SAMARINDA – Wakil Ketua Komisi I Dewan Perwakilan Rakyat Daerah (DPRD) Kalimantan Timur (Kaltim), Ekti Imanuel, menyoroti masih banyaknya jabatan Pelaksana Tugas (Plt) di lingkungan Pemerintah Provinsi (Pemprov) Kaltim. Kondisi tersebut dinilai berpotensi menghambat efektivitas kinerja birokrasi, terutama dalam pengambilan keputusan strategis.
Menurutnya sejumlah persoalan yang saat ini dihadapi pemerintah daerah, termasuk menyangkut kebijakan dan program pelayanan publik, perlu segera ditindaklanjuti dengan dukungan aparatur yang memiliki kewenangan penuh dalam menjalankan tugasnya.
“Yang jelas nanti kita tindak lanjuti. Plt-nya kebanyakan ini masih,” kata Ekti, Kamis (25/06/2026).

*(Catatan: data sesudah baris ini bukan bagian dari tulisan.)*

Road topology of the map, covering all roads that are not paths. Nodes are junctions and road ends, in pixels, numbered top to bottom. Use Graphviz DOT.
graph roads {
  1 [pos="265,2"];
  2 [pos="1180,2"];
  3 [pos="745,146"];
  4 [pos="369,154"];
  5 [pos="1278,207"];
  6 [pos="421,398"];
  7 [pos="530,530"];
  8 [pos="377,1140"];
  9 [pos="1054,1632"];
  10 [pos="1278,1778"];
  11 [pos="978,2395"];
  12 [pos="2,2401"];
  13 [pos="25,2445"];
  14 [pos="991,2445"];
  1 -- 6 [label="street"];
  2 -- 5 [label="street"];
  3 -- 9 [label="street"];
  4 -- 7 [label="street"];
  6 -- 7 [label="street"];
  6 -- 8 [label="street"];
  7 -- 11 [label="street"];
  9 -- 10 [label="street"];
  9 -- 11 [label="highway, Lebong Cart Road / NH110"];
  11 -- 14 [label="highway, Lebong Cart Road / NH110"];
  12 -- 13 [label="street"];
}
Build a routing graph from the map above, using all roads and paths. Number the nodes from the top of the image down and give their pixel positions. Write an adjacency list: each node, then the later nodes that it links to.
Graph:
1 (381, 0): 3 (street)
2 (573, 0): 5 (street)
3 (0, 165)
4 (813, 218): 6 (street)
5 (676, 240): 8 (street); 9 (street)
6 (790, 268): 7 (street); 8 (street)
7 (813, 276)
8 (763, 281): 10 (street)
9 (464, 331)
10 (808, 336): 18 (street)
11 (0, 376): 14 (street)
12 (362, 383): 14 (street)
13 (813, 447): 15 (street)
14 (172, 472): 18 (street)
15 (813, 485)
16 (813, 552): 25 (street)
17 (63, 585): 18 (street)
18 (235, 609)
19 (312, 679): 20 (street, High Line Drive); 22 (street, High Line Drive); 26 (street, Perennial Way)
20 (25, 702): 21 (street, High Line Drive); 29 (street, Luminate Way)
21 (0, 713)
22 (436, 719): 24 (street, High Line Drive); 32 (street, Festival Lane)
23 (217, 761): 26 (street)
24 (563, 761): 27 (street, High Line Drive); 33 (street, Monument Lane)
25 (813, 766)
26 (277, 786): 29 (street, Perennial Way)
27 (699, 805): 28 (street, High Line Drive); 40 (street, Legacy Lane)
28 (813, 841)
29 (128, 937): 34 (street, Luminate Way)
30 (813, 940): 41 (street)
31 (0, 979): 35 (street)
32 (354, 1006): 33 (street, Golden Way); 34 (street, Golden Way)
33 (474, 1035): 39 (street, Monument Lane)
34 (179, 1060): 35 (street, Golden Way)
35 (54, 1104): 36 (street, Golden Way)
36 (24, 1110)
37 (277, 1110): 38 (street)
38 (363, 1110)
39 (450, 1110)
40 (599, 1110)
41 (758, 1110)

Politikus Partai Gerindra tersebut mengungkapkan keberadaan pejabat berstatus pelaksana tugas dalam jumlah cukup banyak dapat memengaruhi kecepatan dan optimalisasi kinerja Organisasi perangkat Daerah (OPD). Sebab pejabat pelaksana tugas memiliki keterbatasan kewenangan dibanding pejabat definitif.
Meski demikian, Ekti mengaku telah mendengar komitmen dari Gubernur Kaltim terkait proses pengisian jabatan tersebut. Ia menyebut pemerintah menargetkan penyelesaiannya dalam waktu dekat.
“Tadi Pak Gubernur sudah ada bilang, akhir bulan. Kita tunggu saja,” ujarnya.
Ekti menilai percepatan pengisian jabatan definitif penting agar roda pemerintahan berjalan lebih efektif dan pelayanan kepada masyarakat tidak terganggu. DPRD Kaltim akan terus memantau perkembangan proses tersebut.
“Kita tunggu saja. Mungkin karena proses jabatan seperti itu ya,” sebutnya.
Diinformasikan dinas yang masih diisi oleh Plt adalah Disdikbud, Disbun, DLH hingga PUPR. Begitu pula dengan kepala RSUD AWS.